Peta Koalisi Partai Pengusung Capres, Akademisi: Perlu Rezim Baru untuk Minimalkan Absolute Power
Font: Ukuran: - +
Reporter : Nora
Dosen Fakultas Ilmu Sosial dan Ilmu Politik, Universitas Hasanuddin, Andi Ahmad Yani. [Foto: for Dialeksis]
DIALEKSIS.COM | Banda Aceh - Ada tiga bakal Capres yang akan bertarung di Pilpres 2024 yakni Prabowo Subianto, Ganjar Pranowo dan Anies Rasyid Baswedan.
Sejauh ini ada tiga poros koalisi yang berkontestasi pada Pemilihan Presiden yaitu Koalisi Indonesia Bersatu (KIB) yang terdiri atas PDIP dan PPP serta partai non-parlemen PSI dan Hanura dengan mengusung Ganjar Pranowo sebagai Capres.
Poros koalisi kedua adalah Koalisi Kebangkitan Indonesia Raya (KKIR) yang terdiri atas Gerindra, PKB, PAN, dan Golkar dengan mengusung Prabowo Subianto sebagai Capres.
Terakhir adalah Koalisi Perubahan yang terdiri dari Partai Nasdem, Demokrat dan PKS dengan mengusung Anies Baswedan sebagai capres.
Menanggapi hal itu, Dosen Fakultas Ilmu Sosial dan Ilmu Politik, Universitas Hasanuddin, Andi Ahmad Yani mengatakan, dari ketiga poros tersebut sebenarnya ada kemungkinan publik akan cenderung pada rezim yang baru.
Hal itu, menurutnya, untuk bisa menghindari abuse of power atau penyalahgunaan kekuasaan karena kontrol kuasa politik dalam jangka waktu lama. Ada baiknya penggantian rezim dilakukan setiap 10 tahun, seperti Partai Demokrat pada masa Presiden SBY.

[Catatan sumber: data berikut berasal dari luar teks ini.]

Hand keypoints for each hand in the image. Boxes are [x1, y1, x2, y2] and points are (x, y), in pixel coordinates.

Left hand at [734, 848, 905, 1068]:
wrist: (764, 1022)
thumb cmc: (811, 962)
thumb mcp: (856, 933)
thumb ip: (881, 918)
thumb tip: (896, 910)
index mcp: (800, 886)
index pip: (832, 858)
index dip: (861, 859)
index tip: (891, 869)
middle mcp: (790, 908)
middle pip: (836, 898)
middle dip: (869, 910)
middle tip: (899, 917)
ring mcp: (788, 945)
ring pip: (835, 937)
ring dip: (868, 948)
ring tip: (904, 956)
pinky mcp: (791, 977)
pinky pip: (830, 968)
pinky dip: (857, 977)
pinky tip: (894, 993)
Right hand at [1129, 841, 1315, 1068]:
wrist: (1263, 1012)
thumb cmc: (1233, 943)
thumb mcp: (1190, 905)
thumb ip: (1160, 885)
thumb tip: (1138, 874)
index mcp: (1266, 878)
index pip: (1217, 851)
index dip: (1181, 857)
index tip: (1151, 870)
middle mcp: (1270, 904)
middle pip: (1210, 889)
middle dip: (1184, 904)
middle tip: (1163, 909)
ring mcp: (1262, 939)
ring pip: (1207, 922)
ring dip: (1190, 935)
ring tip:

“Namun tentu hal ini tergantung dari strategi PDIP dan koalisinya untuk menjaga basis suara Presiden Jokowi. Kepuasan publik pada pemerintahan Jokowi selama dua periode menunjukkan apresiasi warga atas kinerja Jokowi yang berdampak pada penguatan personifikasi politiknya. Hal ini menjadi rebutan antar kandidat presiden bersama koalisinya untuk merepresentasi Jokowi dalam kandidasinya. Selain itu, hal lain yang menjadi pertanyaan kuat adalah, bagaimana karir politik Jokowi pasca presiden. Dengan usia masih muda, tentu Jokowi membutuhkan institusi politik untuk ikut terlibat dalam perpolitikan Indonesia ke depan. Namun, hal ini sulit dijawab dalam konteks keanggotan beliau di PDIP, karena transisi posisi pimpinan di PDIP sulit terjadi sebagai “partai keluarga” sebagaimana umumnya partai politik di Indonesia” kata Andi kepada Dialeksis.COM, Rabu (30/8/2023).

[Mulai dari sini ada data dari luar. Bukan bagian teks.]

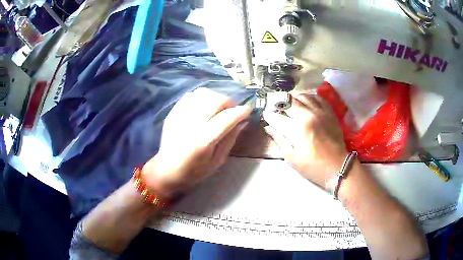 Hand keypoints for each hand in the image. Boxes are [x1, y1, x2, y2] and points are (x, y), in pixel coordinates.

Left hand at [142, 88, 250, 198]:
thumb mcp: (217, 161)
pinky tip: (204, 107)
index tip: (248, 110)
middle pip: (215, 100)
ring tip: (218, 108)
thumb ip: (230, 139)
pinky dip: (202, 97)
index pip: (227, 118)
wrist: (165, 170)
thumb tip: (242, 122)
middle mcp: (191, 124)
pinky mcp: (173, 113)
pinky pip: (191, 96)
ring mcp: (180, 116)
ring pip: (203, 93)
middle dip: (229, 102)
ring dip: (216, 97)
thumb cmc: (193, 171)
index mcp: (203, 141)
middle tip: (232, 111)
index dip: (241, 111)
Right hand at [263, 93, 347, 189]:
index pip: (277, 117)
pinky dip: (309, 97)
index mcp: (297, 129)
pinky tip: (305, 101)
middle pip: (289, 101)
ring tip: (288, 102)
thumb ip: (279, 140)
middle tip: (274, 106)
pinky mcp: (330, 112)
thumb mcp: (292, 158)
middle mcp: (308, 115)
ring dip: (293, 97)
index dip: (269, 115)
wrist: (337, 167)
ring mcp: (321, 112)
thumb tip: (268, 128)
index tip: (265, 115)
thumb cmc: (313, 167)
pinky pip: (318, 98)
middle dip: (278, 102)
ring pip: (303, 95) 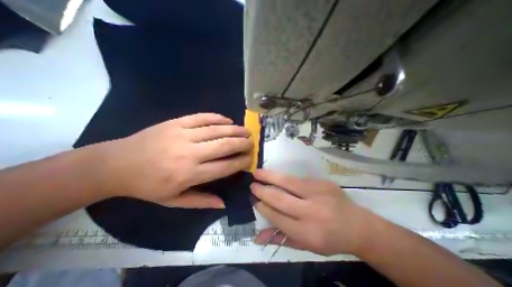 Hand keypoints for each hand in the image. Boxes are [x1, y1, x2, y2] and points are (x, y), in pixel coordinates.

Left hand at [95, 114, 253, 207]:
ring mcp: (182, 134)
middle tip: (252, 142)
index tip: (250, 159)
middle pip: (224, 145)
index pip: (225, 166)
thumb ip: (201, 201)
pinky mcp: (175, 123)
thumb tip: (224, 203)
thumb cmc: (147, 186)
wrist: (116, 164)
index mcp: (189, 174)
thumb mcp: (173, 201)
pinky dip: (217, 117)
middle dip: (242, 143)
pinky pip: (201, 117)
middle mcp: (189, 153)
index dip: (241, 162)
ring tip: (246, 130)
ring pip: (216, 130)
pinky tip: (228, 120)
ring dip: (235, 129)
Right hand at [251, 170, 381, 256]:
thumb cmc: (329, 239)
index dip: (263, 207)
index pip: (278, 218)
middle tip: (252, 185)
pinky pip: (298, 178)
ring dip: (270, 177)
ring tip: (258, 173)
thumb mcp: (306, 245)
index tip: (254, 200)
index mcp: (308, 233)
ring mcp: (318, 194)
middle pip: (280, 199)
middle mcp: (312, 212)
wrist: (358, 226)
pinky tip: (276, 175)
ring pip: (288, 183)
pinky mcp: (323, 183)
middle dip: (263, 191)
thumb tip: (257, 237)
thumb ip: (281, 239)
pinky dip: (284, 177) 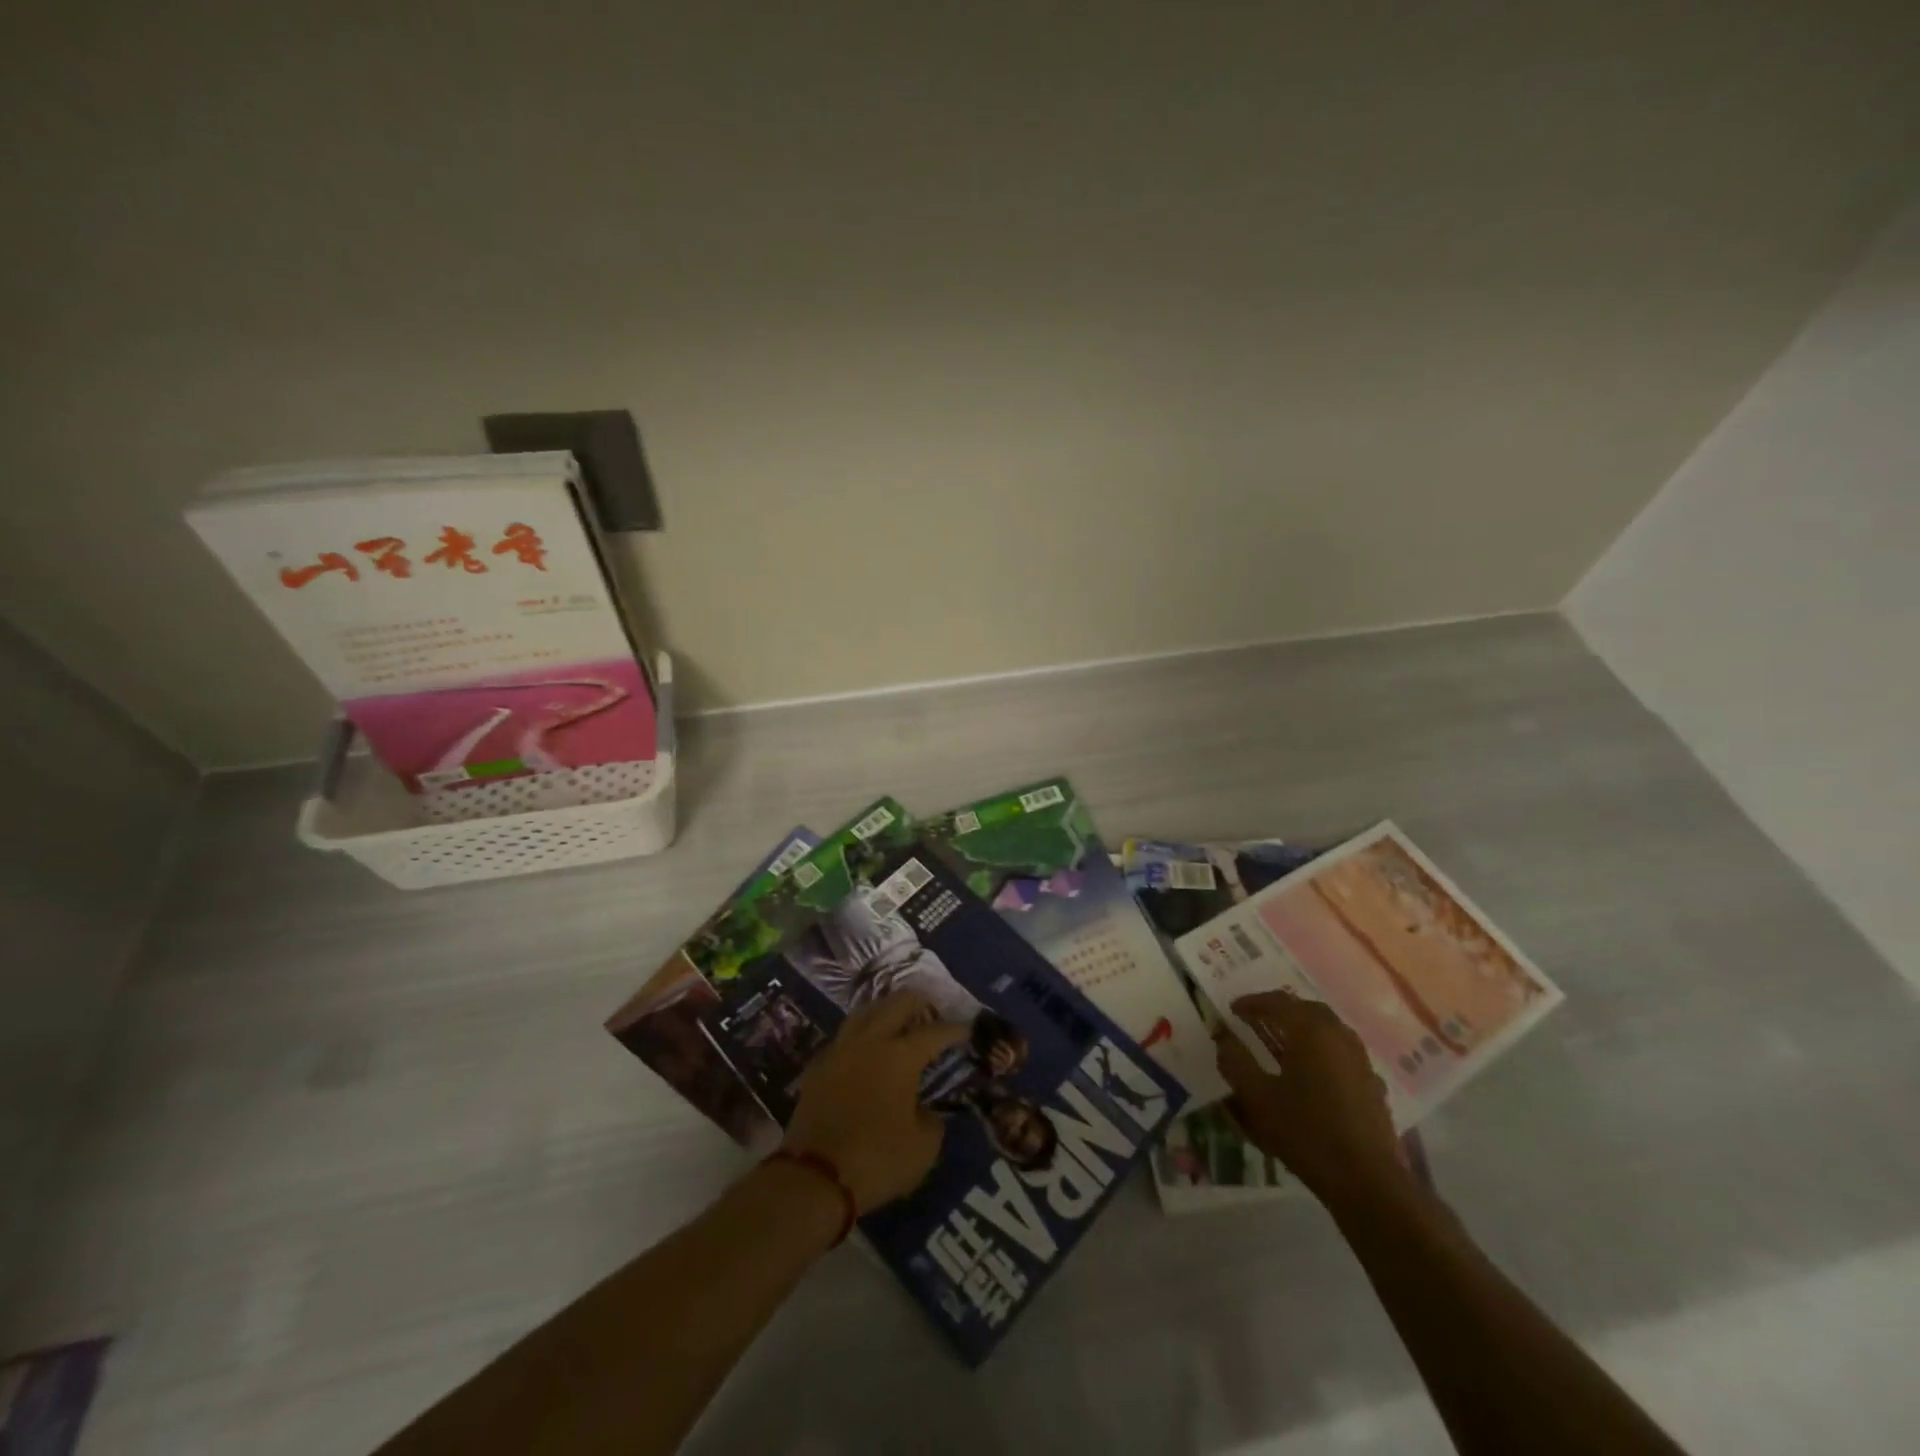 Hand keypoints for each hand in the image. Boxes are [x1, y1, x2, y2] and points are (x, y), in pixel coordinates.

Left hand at [782, 993, 966, 1212]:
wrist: (813, 1178)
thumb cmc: (876, 1160)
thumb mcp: (922, 1148)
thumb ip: (932, 1121)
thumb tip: (924, 1111)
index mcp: (900, 1056)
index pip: (934, 1032)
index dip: (954, 1030)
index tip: (966, 1030)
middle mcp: (870, 1042)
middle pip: (896, 1003)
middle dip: (918, 1004)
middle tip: (931, 1016)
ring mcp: (840, 1050)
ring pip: (865, 1012)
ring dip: (885, 1011)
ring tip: (898, 1024)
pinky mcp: (817, 1067)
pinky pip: (844, 1037)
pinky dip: (861, 1036)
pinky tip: (866, 1052)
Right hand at [1215, 990, 1406, 1206]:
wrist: (1366, 1180)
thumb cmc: (1305, 1132)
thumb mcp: (1258, 1097)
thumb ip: (1235, 1061)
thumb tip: (1221, 1035)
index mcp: (1311, 1031)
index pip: (1277, 1002)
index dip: (1252, 1003)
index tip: (1232, 1010)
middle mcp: (1339, 1036)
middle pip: (1306, 1009)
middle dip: (1279, 1010)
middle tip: (1256, 1019)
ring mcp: (1360, 1059)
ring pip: (1328, 1029)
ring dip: (1302, 1027)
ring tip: (1280, 1041)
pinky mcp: (1372, 1083)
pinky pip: (1341, 1051)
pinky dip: (1321, 1049)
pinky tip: (1311, 1071)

Andi menilai ada kemungkinan Jokowi mencari peluang jadi pimpinan di partai lain sebagai kendaraan politiknya ke depan. Apa lagi Jokowi juga sudah mulai membangun dinasti politiknya sendiri dimana anak dan menantunya menduduki posisi pimpinan daerah. Ada kemungkinan Jokowi membangun hubungan dengan Gerindra sebagai partai dengan basis suara yang cukup kuat. Prabowo juga membutuhkan mitra “personifikasi” politik untuk menjaga nafas panjang partainya kelak .

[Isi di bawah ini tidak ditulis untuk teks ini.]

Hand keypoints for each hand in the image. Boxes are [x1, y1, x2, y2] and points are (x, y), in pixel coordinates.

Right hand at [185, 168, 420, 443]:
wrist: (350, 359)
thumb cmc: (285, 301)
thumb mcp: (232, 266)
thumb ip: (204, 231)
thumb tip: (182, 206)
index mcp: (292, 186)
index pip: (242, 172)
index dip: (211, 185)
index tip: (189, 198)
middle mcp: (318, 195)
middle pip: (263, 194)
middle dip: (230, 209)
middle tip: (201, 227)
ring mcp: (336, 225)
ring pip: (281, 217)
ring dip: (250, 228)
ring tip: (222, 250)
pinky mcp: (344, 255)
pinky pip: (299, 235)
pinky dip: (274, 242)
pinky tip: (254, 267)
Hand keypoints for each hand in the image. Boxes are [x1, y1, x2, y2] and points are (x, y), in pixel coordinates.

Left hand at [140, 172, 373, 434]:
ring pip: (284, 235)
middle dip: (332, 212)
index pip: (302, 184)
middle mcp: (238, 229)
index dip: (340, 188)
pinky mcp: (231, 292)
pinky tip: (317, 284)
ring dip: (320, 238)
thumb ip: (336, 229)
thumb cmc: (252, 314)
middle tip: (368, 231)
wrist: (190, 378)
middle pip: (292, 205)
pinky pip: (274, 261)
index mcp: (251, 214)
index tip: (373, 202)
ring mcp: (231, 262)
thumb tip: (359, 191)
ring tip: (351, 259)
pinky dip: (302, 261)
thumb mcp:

“Saya melihat Jokowi mencoba mempertahankan kekuasaan dengan menggunakan jaringan tersebut, Jokowi selama ini berhasil membangun hubungan di semua kalangan tidak hanya atas nama partai tapi juga nama pribadi,” ungkapnya.
Bagi Andi, Jokowi menjadi kunci kepada kandidat untuk menjadi presiden kedepan. Jokowi bisa jadi brand untuk mendapatkan dukungan suara. Hal ini menjadi kelemahan bangunan demokrasi Indonesia dimana proses konsolidasi demokrasi belum pada penguatan kelembagaan partai politik namun cenderung melihat tokoh yang menjadi simbol partai.
Untuk itu, Andi berharap partai politik ke depan mampun membangun kelembagaannya lebih professional dibandingkan memainkan peran person atau symbolnya. Hal ini dapat membuat partai lebih mampu bertahan dengan basis konstituen yang loyal karena program utama yang ditawarkan dan berhasil diwujudkan.